Collection entries
▼▼▼
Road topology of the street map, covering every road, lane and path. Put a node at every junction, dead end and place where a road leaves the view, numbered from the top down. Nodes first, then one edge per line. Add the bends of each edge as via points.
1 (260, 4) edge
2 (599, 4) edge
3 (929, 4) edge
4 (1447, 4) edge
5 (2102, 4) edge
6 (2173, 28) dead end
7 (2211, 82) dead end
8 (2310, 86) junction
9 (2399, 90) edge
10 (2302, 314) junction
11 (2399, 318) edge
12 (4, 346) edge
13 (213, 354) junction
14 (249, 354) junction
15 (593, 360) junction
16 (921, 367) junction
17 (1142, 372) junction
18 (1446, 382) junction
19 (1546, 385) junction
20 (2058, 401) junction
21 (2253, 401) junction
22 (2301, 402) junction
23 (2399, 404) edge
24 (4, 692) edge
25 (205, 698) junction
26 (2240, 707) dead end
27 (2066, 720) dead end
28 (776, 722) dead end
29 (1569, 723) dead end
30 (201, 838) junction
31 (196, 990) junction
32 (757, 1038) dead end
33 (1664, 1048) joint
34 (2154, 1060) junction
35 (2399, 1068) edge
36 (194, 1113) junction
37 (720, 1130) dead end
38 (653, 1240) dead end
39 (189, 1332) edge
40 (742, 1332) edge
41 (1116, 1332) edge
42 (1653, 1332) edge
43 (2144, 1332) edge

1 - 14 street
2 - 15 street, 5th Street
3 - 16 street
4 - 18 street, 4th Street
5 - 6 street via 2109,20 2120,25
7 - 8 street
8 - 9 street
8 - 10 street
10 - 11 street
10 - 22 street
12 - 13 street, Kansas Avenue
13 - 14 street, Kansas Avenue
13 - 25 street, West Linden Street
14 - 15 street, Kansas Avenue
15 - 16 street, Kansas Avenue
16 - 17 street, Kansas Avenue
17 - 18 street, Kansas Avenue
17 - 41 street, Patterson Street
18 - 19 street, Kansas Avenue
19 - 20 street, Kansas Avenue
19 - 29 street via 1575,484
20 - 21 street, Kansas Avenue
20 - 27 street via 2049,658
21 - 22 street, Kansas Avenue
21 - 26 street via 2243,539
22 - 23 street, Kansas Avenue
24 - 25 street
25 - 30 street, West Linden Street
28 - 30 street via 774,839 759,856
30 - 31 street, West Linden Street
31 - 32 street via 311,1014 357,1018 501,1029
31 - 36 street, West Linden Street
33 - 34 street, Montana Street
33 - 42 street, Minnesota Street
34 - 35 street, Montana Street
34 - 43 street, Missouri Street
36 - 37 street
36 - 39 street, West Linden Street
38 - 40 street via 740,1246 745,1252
▲▲▲
Tally the lines of the entries that carry the word "Linden" and say only that number.

_ANSWER FOR THE TASK_
5